Spherical ferroelectric domains, such as electrical bubbles, polar skyrmion bubbles and hopfions, share a single and unique feature—their homogeneously polarized cores are surrounded by a vortex ring of polarization whose outer shells form a spherical domain boundary. The resulting polar texture, typical of three-dimensional topological solitons, has an entirely new local symmetry characterized by a high polarization and strain gradients. Consequently, spherical domains represent a different material system of their own with emergent properties drastically different from that of their surrounding medium. Examples of new functionalities inherent to spherical domains include chirality, optical response, negative capacitance and giant electromechanical response.
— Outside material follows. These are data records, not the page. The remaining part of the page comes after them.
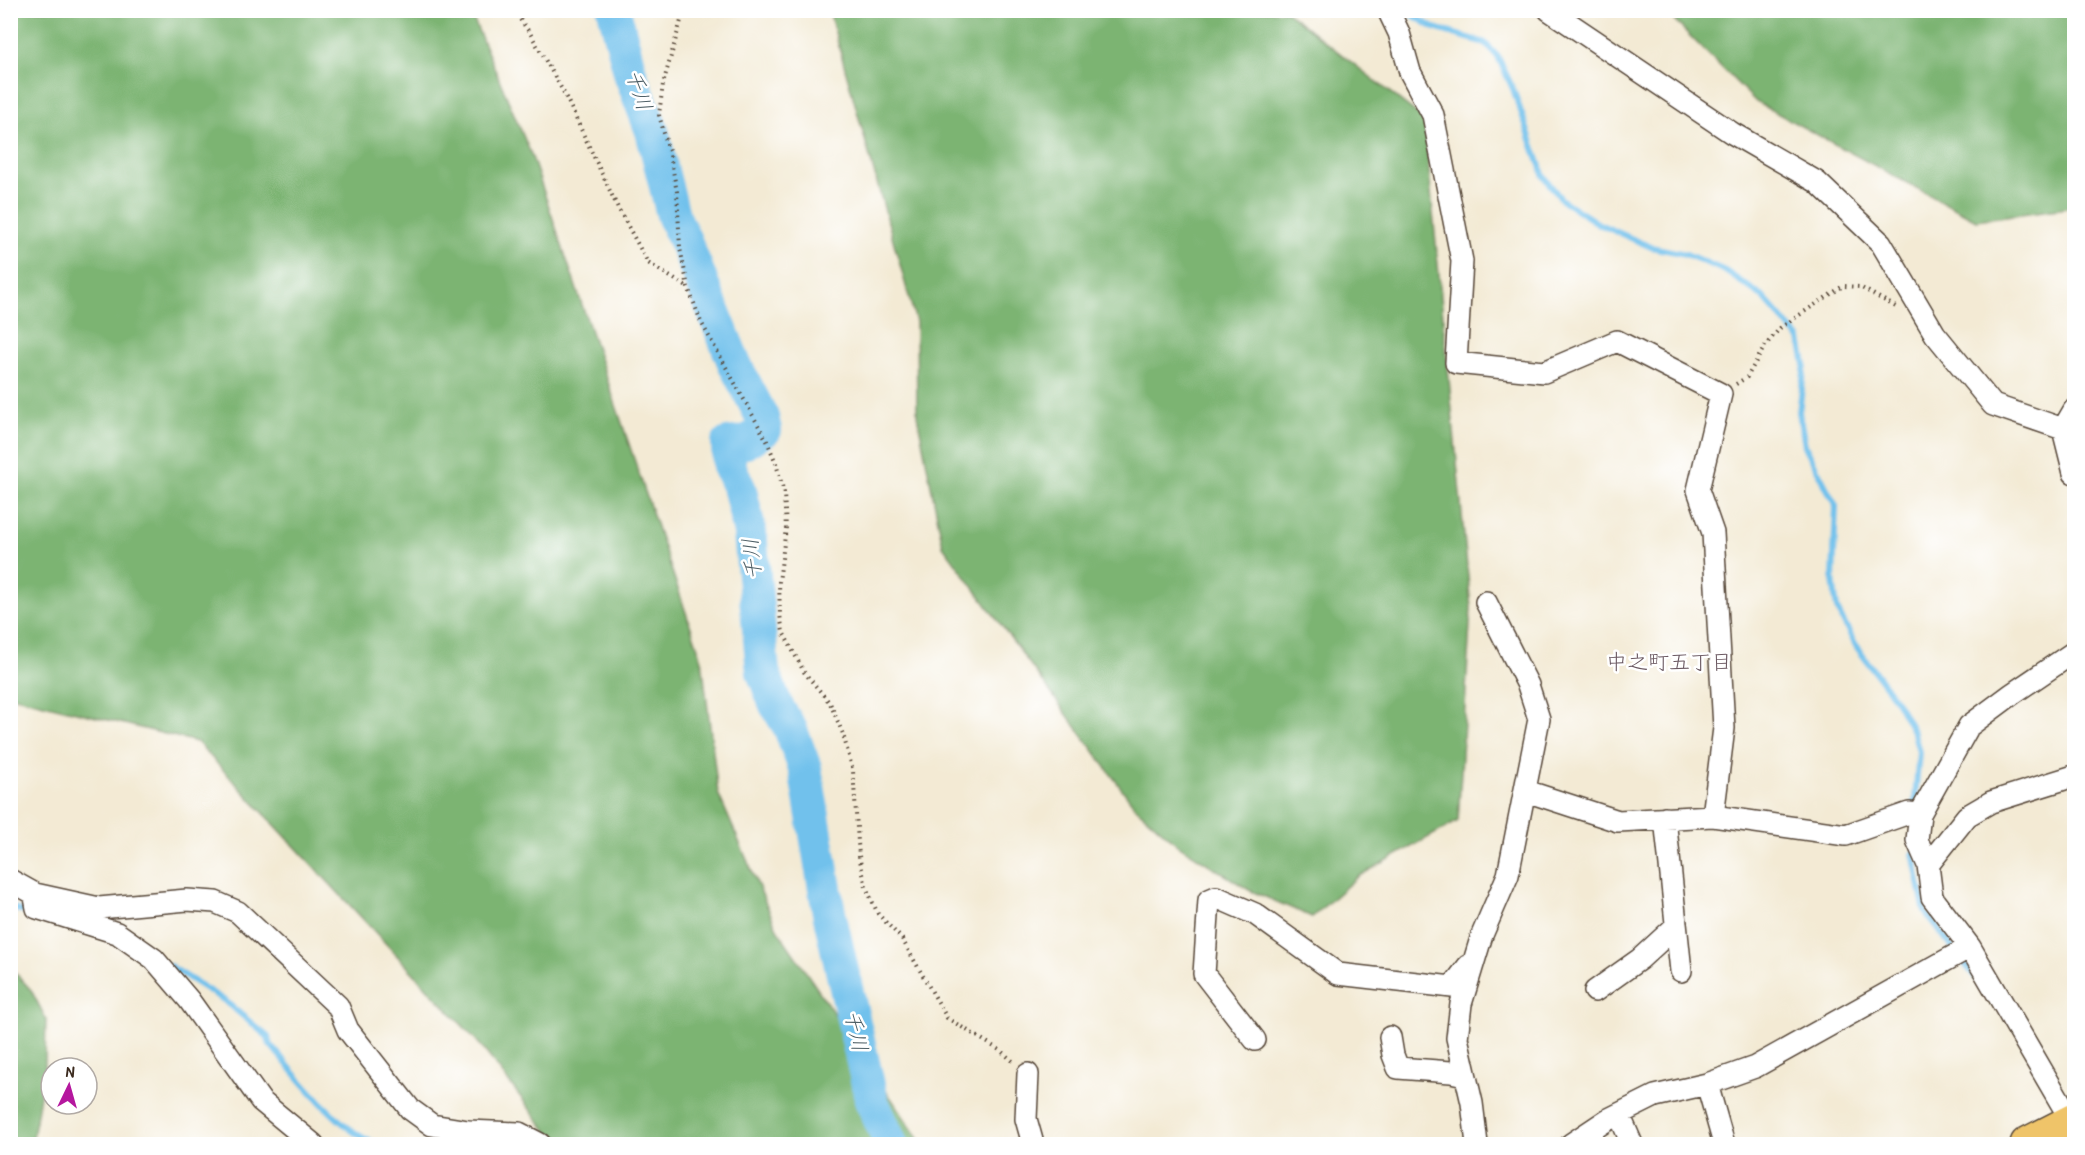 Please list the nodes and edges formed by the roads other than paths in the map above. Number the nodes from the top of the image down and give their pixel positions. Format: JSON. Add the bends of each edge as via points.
{"nodes":[{"id":1,"x":1388,"y":10,"type":"edge"},
{"id":2,"x":1549,"y":10,"type":"edge"},
{"id":3,"x":2074,"y":410,"type":"edge"},
{"id":4,"x":2063,"y":429,"type":"junction"},
{"id":5,"x":2074,"y":473,"type":"edge"},
{"id":6,"x":1486,"y":602,"type":"dead end"},
{"id":7,"x":2074,"y":652,"type":"edge"},
{"id":8,"x":2074,"y":776,"type":"edge"},
{"id":9,"x":1526,"y":791,"type":"junction"},
{"id":10,"x":1920,"y":814,"type":"junction"},
{"id":11,"x":1713,"y":816,"type":"junction"},
{"id":12,"x":1665,"y":818,"type":"junction"},
{"id":13,"x":1928,"y":865,"type":"junction"},
{"id":14,"x":10,"y":880,"type":"edge"},
{"id":15,"x":34,"y":894,"type":"junction"},
{"id":16,"x":1676,"y":926,"type":"junction"},
{"id":17,"x":1970,"y":947,"type":"junction"},
{"id":18,"x":1476,"y":956,"type":"junction"},
{"id":19,"x":1681,"y":971,"type":"dead end"},
{"id":20,"x":1595,"y":991,"type":"dead end"},
{"id":21,"x":1390,"y":1037,"type":"dead end"},
{"id":22,"x":1255,"y":1040,"type":"dead end"},
{"id":23,"x":1028,"y":1074,"type":"road end"},
{"id":24,"x":1465,"y":1075,"type":"junction"},
{"id":25,"x":1707,"y":1084,"type":"junction"},
{"id":26,"x":1619,"y":1114,"type":"junction"},
{"id":27,"x":2073,"y":1121,"type":"edge"},
{"id":28,"x":313,"y":1144,"type":"edge"},
{"id":29,"x":540,"y":1144,"type":"edge"},
{"id":30,"x":1033,"y":1144,"type":"edge"},
{"id":31,"x":1477,"y":1144,"type":"edge"},
{"id":32,"x":1571,"y":1144,"type":"edge"},
{"id":33,"x":1632,"y":1144,"type":"edge"},
{"id":34,"x":1724,"y":1144,"type":"edge"},
{"id":35,"x":2027,"y":1144,"type":"edge"}],
"edges":[{"from":1,"to":11,"type":"street","via":[[1410,72],[1433,115],[1462,261],[1456,363],[1544,372],[1617,341],[1721,394],[1698,490],[1713,532],[1724,728]]},
{"from":2,"to":4,"type":"street","via":[[1732,133],[1817,182],[1881,243],[1935,334],[1993,405]]},
{"from":3,"to":4,"type":"street"},
{"from":4,"to":5,"type":"street"},
{"from":6,"to":9,"type":"street","via":[[1528,685],[1539,719]]},
{"from":7,"to":10,"type":"street","via":[[1969,726]]},
{"from":8,"to":13,"type":"street","via":[[1991,802],[1967,816]]},
{"from":9,"to":12,"type":"street","via":[[1618,821]]},
{"from":9,"to":18,"type":"street","via":[[1508,874]]},
{"from":10,"to":11,"type":"street","via":[[1909,813],[1846,835]]},
{"from":10,"to":13,"type":"street","via":[[1917,840]]},
{"from":11,"to":12,"type":"street"},
{"from":12,"to":16,"type":"street"},
{"from":13,"to":17,"type":"street","via":[[1932,897]]},
{"from":14,"to":15,"type":"street"},
{"from":15,"to":28,"type":"street","via":[[37,908],[117,933],[154,960],[189,1000],[261,1101]]},
{"from":15,"to":29,"type":"street","via":[[99,908],[187,900],[215,902],[238,912],[338,1006],[348,1030],[410,1109],[432,1125],[519,1133]]},
{"from":16,"to":19,"type":"street"},
{"from":16,"to":20,"type":"street"},
{"from":17,"to":25,"type":"street","via":[[1755,1067]]},
{"from":17,"to":27,"type":"street"},
{"from":18,"to":22,"type":"street","via":[[1452,987],[1338,974],[1255,914],[1216,897],[1209,900],[1204,974]]},
{"from":18,"to":24,"type":"street","via":[[1461,1004],[1456,1038]]},
{"from":21,"to":24,"type":"street","via":[[1398,1068]]},
{"from":23,"to":30,"type":"street","via":[[1026,1119]]},
{"from":24,"to":31,"type":"street"},
{"from":25,"to":26,"type":"street","via":[[1655,1096]]},
{"from":25,"to":34,"type":"street"},
{"from":26,"to":32,"type":"street"},
{"from":26,"to":33,"type":"street"},
{"from":27,"to":35,"type":"main road"}]}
These characteristics, particularly given that the domains naturally have an ultrafine scale, offer new opportunities in high-density and low-energy nanoelectronic technologies. This Perspective gives an insight into the complex polar structure and physical origin of these spherical domains, which facilitates the understanding and development of spherical domains for device applications.

球形铁电畴，如电泡、极地斯格明子泡和跳跃离子，都有一个独特的特征——它们均匀极化的核心被极化涡环包围，其外壳形成球形畴边界。由此产生的极性纹理，典型的三维拓扑孤子，具有以高极化和应变梯度为特征的全新局部对称性。因此，球形域代表了它们自己的不同材料系统，其涌现特性与周围介质的特性截然不同。球域固有的新功能示例包括手性、光学响应、负电容和巨大的机电响应。这些特点，特别是考虑到域自然具有超细尺度，为高密度和低能量纳米电子技术提供了新的机会。该观点深入了解了这些球域的复杂极性结构和物理起源，这有助于理解和开发用于设备应用的球域。